CLOVA Speech allows you to upload long audio/video files to check the speech recognition results. On the other hand, the CSR (CLOVA Speech Recognition) service is optimized for imperative speech recognition within one minute.

Common CLOVA Speech Recognition (CSR) settings

The following describes commonly used request and response formats in CLOVA Speech Recognition APIs.

Request

The following describes the common request format.

API URL

The request API URL is as follows.

https://naveropenapi.apigw.ntruss.com/recog/v1

Note

See the Mobile SDK documentation for platform-specific ways to use the APIs in a mobile environment.

Request headers

The following describes the request headers.

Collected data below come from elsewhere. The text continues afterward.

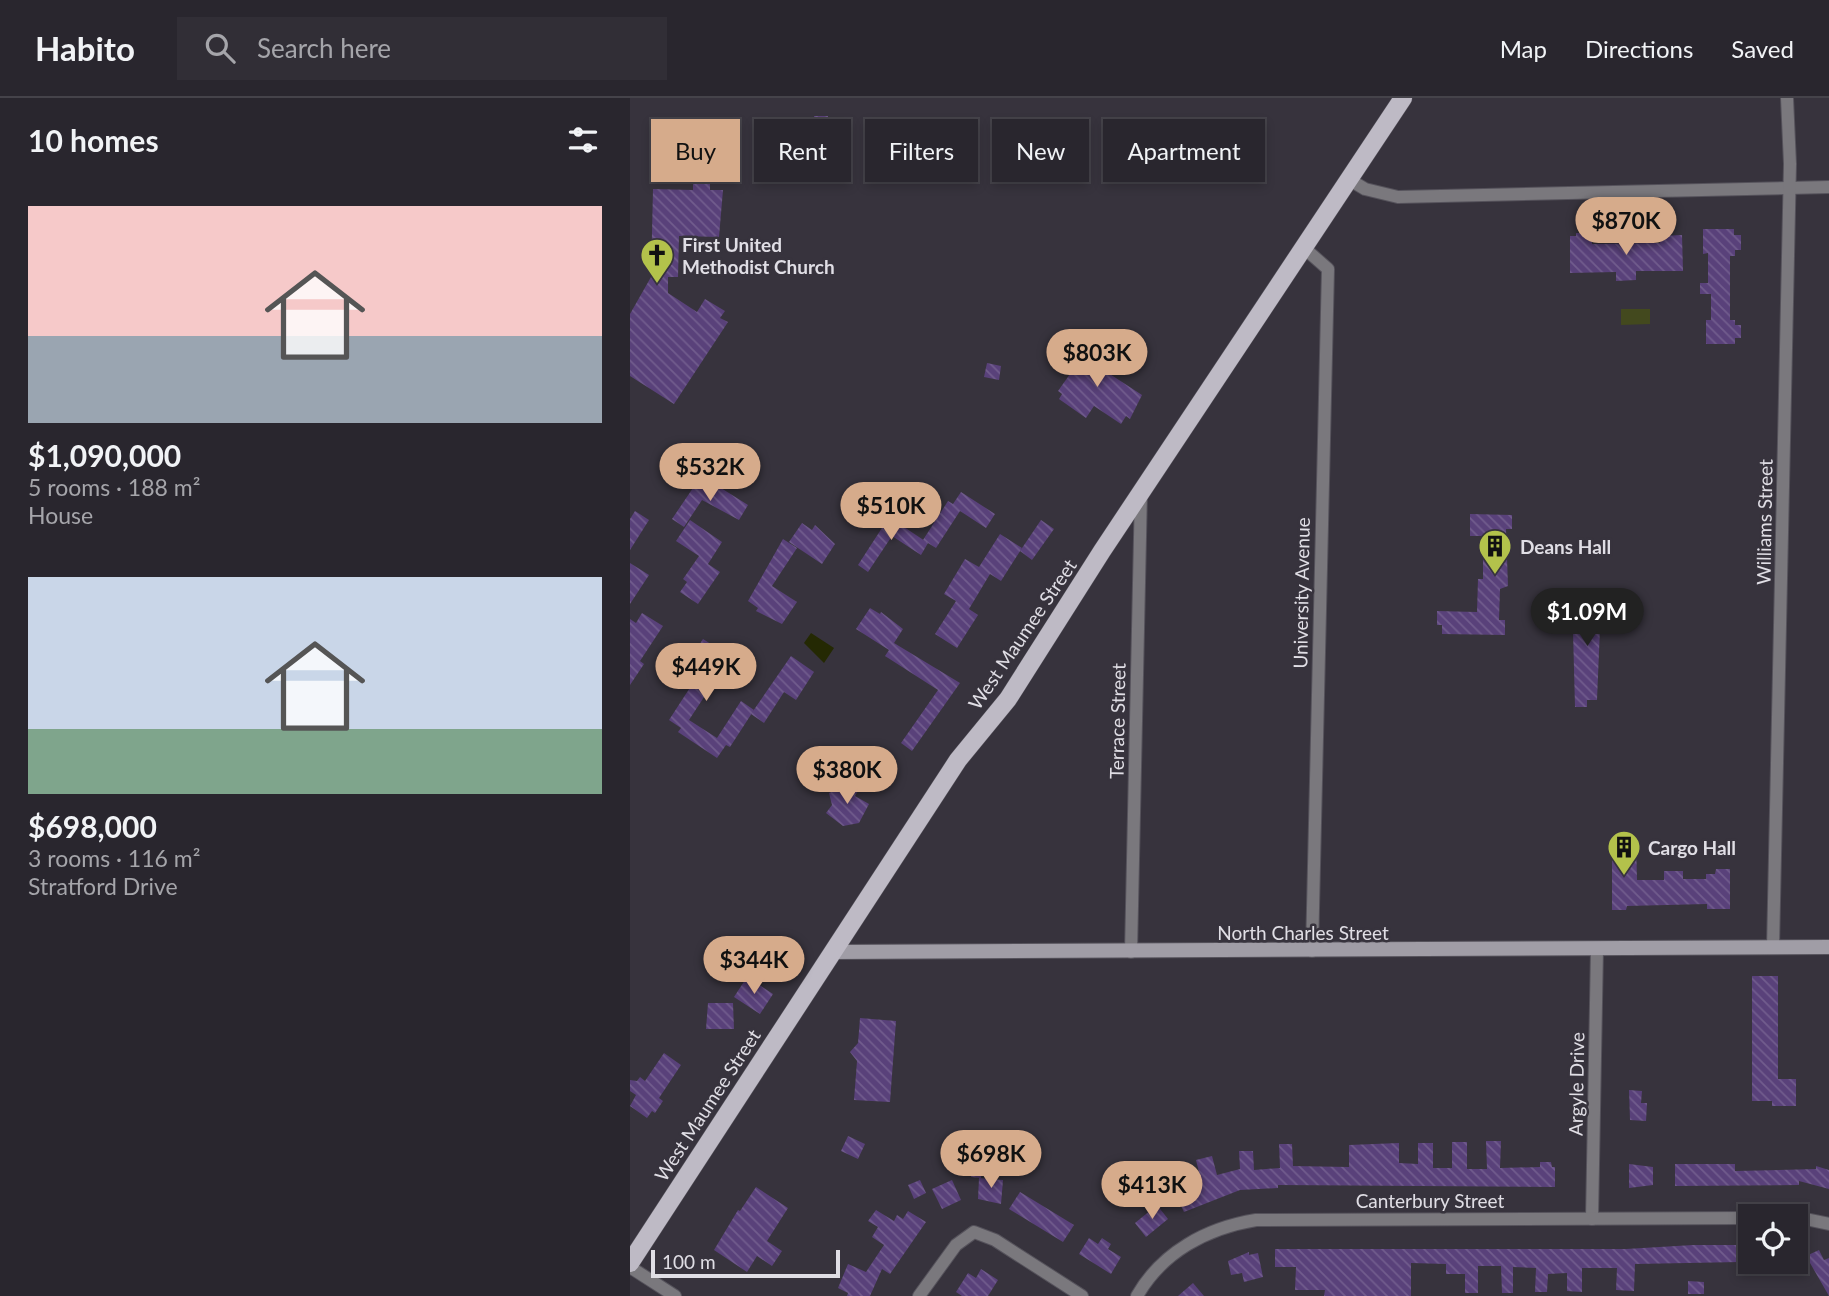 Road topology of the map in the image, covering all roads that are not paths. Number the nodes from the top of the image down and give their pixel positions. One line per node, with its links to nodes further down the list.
1 (1403, 98): 3 (main road, West Maumee Street)
2 (1787, 98): 5 (street, Williams Street)
3 (1350, 180): 5 (street); 6 (main road, West Maumee Street)
4 (1829, 187): 5 (street)
5 (1790, 188): 9 (street, Williams Street)
6 (1303, 247): 7 (main road, West Maumee Street); 11 (street, University Avenue)
7 (1141, 491): 12 (main road, West Maumee Street); 13 (street, Terrace Street)
8 (1829, 947): 9 (street, North Charles Street)
9 (1773, 948): 10 (street, North Charles Street)
10 (1597, 950): 11 (street, North Charles Street); 15 (street, Argyle Drive)
11 (1312, 951): 13 (street, North Charles Street)
12 (833, 952): 13 (street, North Charles Street); 18 (main road, West Maumee Street)
13 (1131, 953)
14 (1738, 1218): 15 (street, Canterbury Street)
15 (1592, 1219): 22 (street, Canterbury Street)
16 (1808, 1220): 17 (street)
17 (1829, 1224)
18 (630, 1265): 19 (street)
19 (675, 1296)
20 (919, 1296): 21 (street)
21 (1082, 1296)
22 (1137, 1296) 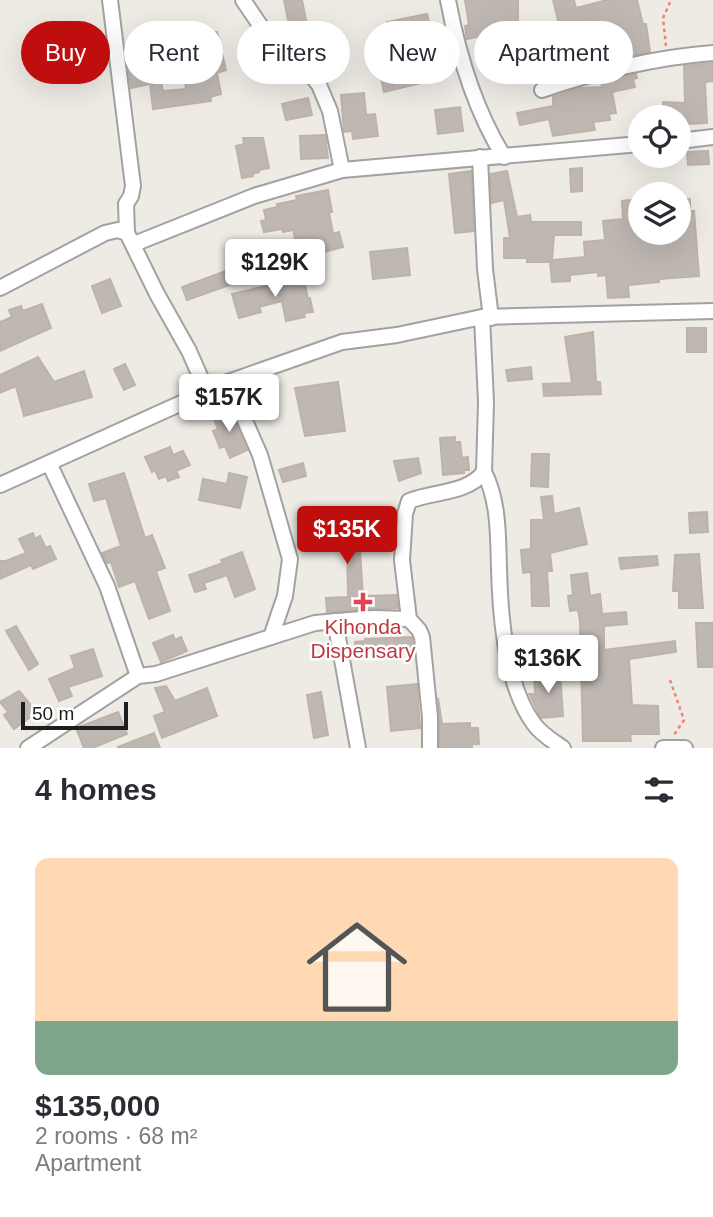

Field	Required	Description
`x-ncp-apigw-api-key-id`	Required	Client ID issued after application registration in NAVER Cloud Platform console
`x-ncp-apigw-api-key`	Required	Client secret issued after application registration in NAVER Cloud Platform console
`Content-Type`	Required	Request data format `application/octet-stream`

Note

For information on how to register an application in the NAVER Cloud Platform console to obtain authentication information (client ID, client secret) required to use the API, see CLOVA Speech Recognition (CSR) User Guide.
In the console, make sure that the API you want to use after registering the application is selected by clicking the [Edit] button. If it is not selected, you will receive a 429 (Quota Exceed) error.

Response

The following describes the common response format.

Response status codes

The following describes the response status codes.

STT (Speech-to-Text)

HTTP status code	Code	Message	Description
413	STT000	Request Entity Too Large	Entered voice data value exceeds the allowed capacity (up to 3 MB)
413	STT001	Exceed Sound Data length	Entered voice data value exceeds the allowed length (up to 60 seconds)
400	STT002	Invalid Content Type	`Content-Type` other than `application/octet-stream` is entered
400	STT003	Empty Sound Data	No voice data entered
400	STT004	Empty Language	Language (`lang`) parameter not entered
400	STT005	Invalid Language	Entered language (`lang`) parameter not supported
500	STT006	Failed to pre-processing	Error during speech recognition preprocessing Need to ensure voice data is legitimate `wav`, `mp3`, or `flac` file
400	STT007	Too Short Sound Data	Voice data is too short (400 ms or less)
500	STT998	Failed to STT	Error during speech recognition Contact Support
500	STT999	Internal Server Error	Internal server error Contact Support

Mobile SDK

HTTP status code	Code	Message	Description
-	10	ERROR_NETWORK_INITIALIZE	Error resetting network resources
-	11	ERROR_NETWORK_FINALIZE	Error releasing network resources
-	12	ERROR_NETWORK_READ	Error receiving network data Timeout due to slow network environment on client device
-	13	ERROR_NETWORK_WRITE	Error sending network data Timeout due to slow network environment on client device
-	14	ERROR_NETWORK_NACK	Error on speech recognition server Timeout due to slow network environment on the client device not sending voice packets to the server in time
-	15	ERROR_INVALID_PACKET	Error due to sending invalid packets
-	20	ERROR_AUDIO_INITIALIZE	Error resetting audio resources Need to verify audio permissions
-	21	ERROR_AUDIO_FINALIZE	Error releasing audio resources
-	22	ERROR_AUDIO_RECORD	Error during voice input (recording) Need to verify audio permissions
-	30	ERROR_SECURITY	Authentication permission error
-	40	ERROR_INVALID_RESULT	Recognition result error
-	41	ERROR_TIMEOUT	Failed to send voice to the server for a period of time or didn't receive recognition results
-	42	ERROR_NO_CLIENT_RUNNING	Detected certain speech recognition-related event in situation where client is not performing speech recognition
-	50	ERROR_UNKNOWN_EVENT	Detected undefined event inside the client
-	60	ERROR_VERSION	Protocol version error
-	61	ERROR_CLIENTINFO	Client information error
-	62	ERROR_SERVER_POOL	Not enough servers available for speech recognition
-	63	ERROR_SESSION_EXPIRED	Speech recognition server session expired
-	64	ERROR_SPEECH_SIZE_EXCEEDED	Speech packet size exceeded
-	65	ERROR_EXCEED_TIME_LIMIT	Error in timestamp for authentication
-	66	ERROR_WRONG_SERVICE_TYPE	Invalid service type
-	67	ERROR_WRONG_LANGUAGE_TYPE	Invalid language type
-	70	ERROR_OPENAPI_AUTH	Error when authenticating with Open API Invalid client ID and registered package name (Android) or Bundle ID information (iOS)
-	71	ERROR_QUOTA_OVERFLOW	Exhausted a set API call limit (quota)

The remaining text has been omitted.